* _WORK REQUIRED_: Each entry is to be retyped exactly as it stands.

* _DATA FOR THIS TASK_:
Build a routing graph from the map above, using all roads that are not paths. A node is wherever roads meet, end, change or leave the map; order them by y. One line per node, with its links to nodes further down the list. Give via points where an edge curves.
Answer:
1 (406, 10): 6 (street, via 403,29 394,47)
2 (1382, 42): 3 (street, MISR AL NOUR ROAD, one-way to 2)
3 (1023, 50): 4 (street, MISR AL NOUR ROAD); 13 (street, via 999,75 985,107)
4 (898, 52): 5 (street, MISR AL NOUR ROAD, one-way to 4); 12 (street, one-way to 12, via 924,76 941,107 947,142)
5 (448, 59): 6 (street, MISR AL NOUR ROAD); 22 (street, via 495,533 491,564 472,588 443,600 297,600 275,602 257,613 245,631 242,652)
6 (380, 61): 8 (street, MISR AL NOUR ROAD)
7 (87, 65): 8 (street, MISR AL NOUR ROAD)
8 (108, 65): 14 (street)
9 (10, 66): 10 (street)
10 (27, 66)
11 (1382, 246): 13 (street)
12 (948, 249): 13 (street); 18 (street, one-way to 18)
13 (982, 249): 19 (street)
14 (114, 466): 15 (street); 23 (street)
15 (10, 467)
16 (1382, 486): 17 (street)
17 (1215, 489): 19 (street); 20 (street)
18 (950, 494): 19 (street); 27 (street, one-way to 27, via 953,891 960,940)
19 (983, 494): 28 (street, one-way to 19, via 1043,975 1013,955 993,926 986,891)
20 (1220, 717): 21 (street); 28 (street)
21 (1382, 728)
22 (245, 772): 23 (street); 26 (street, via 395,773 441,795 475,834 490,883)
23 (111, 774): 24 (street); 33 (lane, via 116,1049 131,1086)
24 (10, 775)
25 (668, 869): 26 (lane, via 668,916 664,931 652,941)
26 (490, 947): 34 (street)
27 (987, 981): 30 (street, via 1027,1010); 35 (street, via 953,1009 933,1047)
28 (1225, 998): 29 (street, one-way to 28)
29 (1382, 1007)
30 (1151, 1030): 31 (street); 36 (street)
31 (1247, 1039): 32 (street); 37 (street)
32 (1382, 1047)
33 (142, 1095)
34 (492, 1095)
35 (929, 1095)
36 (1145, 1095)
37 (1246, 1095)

* _TASK OUTPUT_:
Build a routing graph from the map above, using all roads that are not paths. A node is wherever roads meet, end, change or leave the map; order them by y. One line per node, with its links to nodes further down the list. Give via points where an edge curves.
Answer:
1 (406, 10): 6 (street, via 403,29 394,47)
2 (1382, 42): 3 (street, MISR AL NOUR ROAD, one-way to 2)
3 (1023, 50): 4 (street, MISR AL NOUR ROAD); 13 (street, via 999,75 985,107)
4 (898, 52): 5 (street, MISR AL NOUR ROAD, one-way to 4); 12 (street, one-way to 12, via 924,76 941,107 947,142)
5 (448, 59): 6 (street, MISR AL NOUR ROAD); 22 (street, via 495,533 491,564 472,588 443,600 297,600 275,602 257,613 245,631 242,652)
6 (380, 61): 8 (street, MISR AL NOUR ROAD)
7 (87, 65): 8 (street, MISR AL NOUR ROAD)
8 (108, 65): 14 (street)
9 (10, 66): 10 (street)
10 (27, 66)
11 (1382, 246): 13 (street)
12 (948, 249): 13 (street); 18 (street, one-way to 18)
13 (982, 249): 19 (street)
14 (114, 466): 15 (street); 23 (street)
15 (10, 467)
16 (1382, 486): 17 (street)
17 (1215, 489): 19 (street); 20 (street)
18 (950, 494): 19 (street); 27 (street, one-way to 27, via 953,891 960,940)
19 (983, 494): 28 (street, one-way to 19, via 1043,975 1013,955 993,926 986,891)
20 (1220, 717): 21 (street); 28 (street)
21 (1382, 728)
22 (245, 772): 23 (street); 26 (street, via 395,773 441,795 475,834 490,883)
23 (111, 774): 24 (street); 33 (lane, via 116,1049 131,1086)
24 (10, 775)
25 (668, 869): 26 (lane, via 668,916 664,931 652,941)
26 (490, 947): 34 (street)
27 (987, 981): 30 (street, via 1027,1010); 35 (street, via 953,1009 933,1047)
28 (1225, 998): 29 (street, one-way to 28)
29 (1382, 1007)
30 (1151, 1030): 31 (street); 36 (street)
31 (1247, 1039): 32 (street); 37 (street)
32 (1382, 1047)
33 (142, 1095)
34 (492, 1095)
35 (929, 1095)
36 (1145, 1095)
37 (1246, 1095)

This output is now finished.